Against this background of dissension the figure of the great African bishop, St. Cyprian of Carthage, stands out clearly. Like Tertullian, he represented the “pure” Christianity that characterized the brief but magnificent history of the African Church. A pagan teacher of rhetoric and professor of literature, Cyprian repudiated everything on his conversion to Christianity. “The spirit descended from Heaven has made me a new man through a second birth. And immediately, in a miraculous way, certainty wiped out doubt.” Very soon after his conversion he became bishop of Carthage, the oldest of the African churches. Almost immediately afterward the persecution started. Cyprian hid, not from fear but in order to continue to direct the Church; in his absence the question arose about the lapsed Christians. The latter, knowing the sternness both of Cyprian and of normal Church practice, bypassed the bishop and turned directly to the “confessors” — those who had confessed their faith in Christ and paid for their faithfulness by imprisonment or torture. The Roman state had learned by experience and preferred not to create martyrs; it therefore left the steadfast Christians to rot in jail and subjected them to torture. The confessors were the glory of the Church; their authority was indisputable, and they recommended to the bishop that he accept the lapsed Christians back into Church communion.
This created a difficult situation: there were two authorities in the Church. Cyprian would have liked to defer the question until his return, when there could be a general synod of bishops, but the confessors regarded this as disrespect to their suffering. A paradoxical conflict developed, with the confessors and the lapsed Christians allied against the legitimate bishop and the hierarchy. Alarm spread as well to the Roman Church, crimson with the blood of its own bishop; there the presbyter Novatian opposed Cyprian as a man who had fled and should therefore himself be considered lapsed. In Carthage a whole party was formed against Cyprian, who was obliged to resort to strictness and expel its leaders from the Church.
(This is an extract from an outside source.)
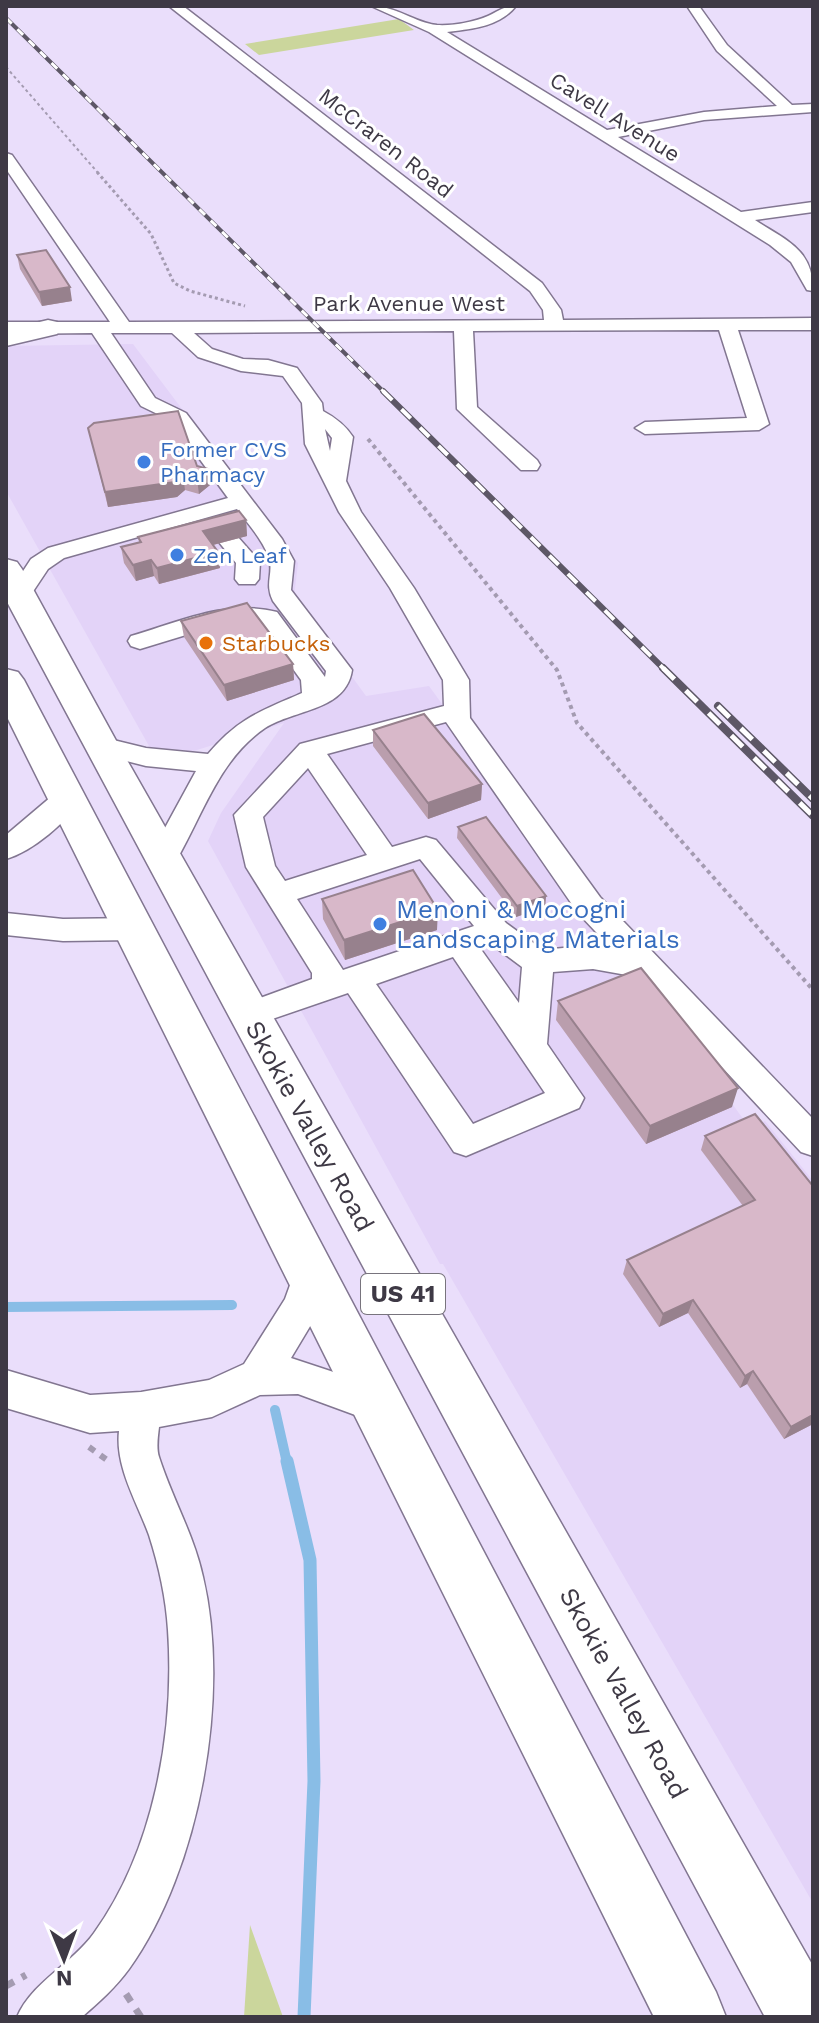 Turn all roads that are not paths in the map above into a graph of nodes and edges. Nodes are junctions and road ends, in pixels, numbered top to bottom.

Finally, in the spring of 251 Cyprian returned to Carthage and summoned a synod, which decided the problem by relaxing the discipline of repentance. It divided the lapsed into two categories, depending on the degree of apostasy, and established two forms by which they might again be accepted into the Church. Some could be received only on their deathbeds, while others could rejoin after more or less prolonged periods of repentance.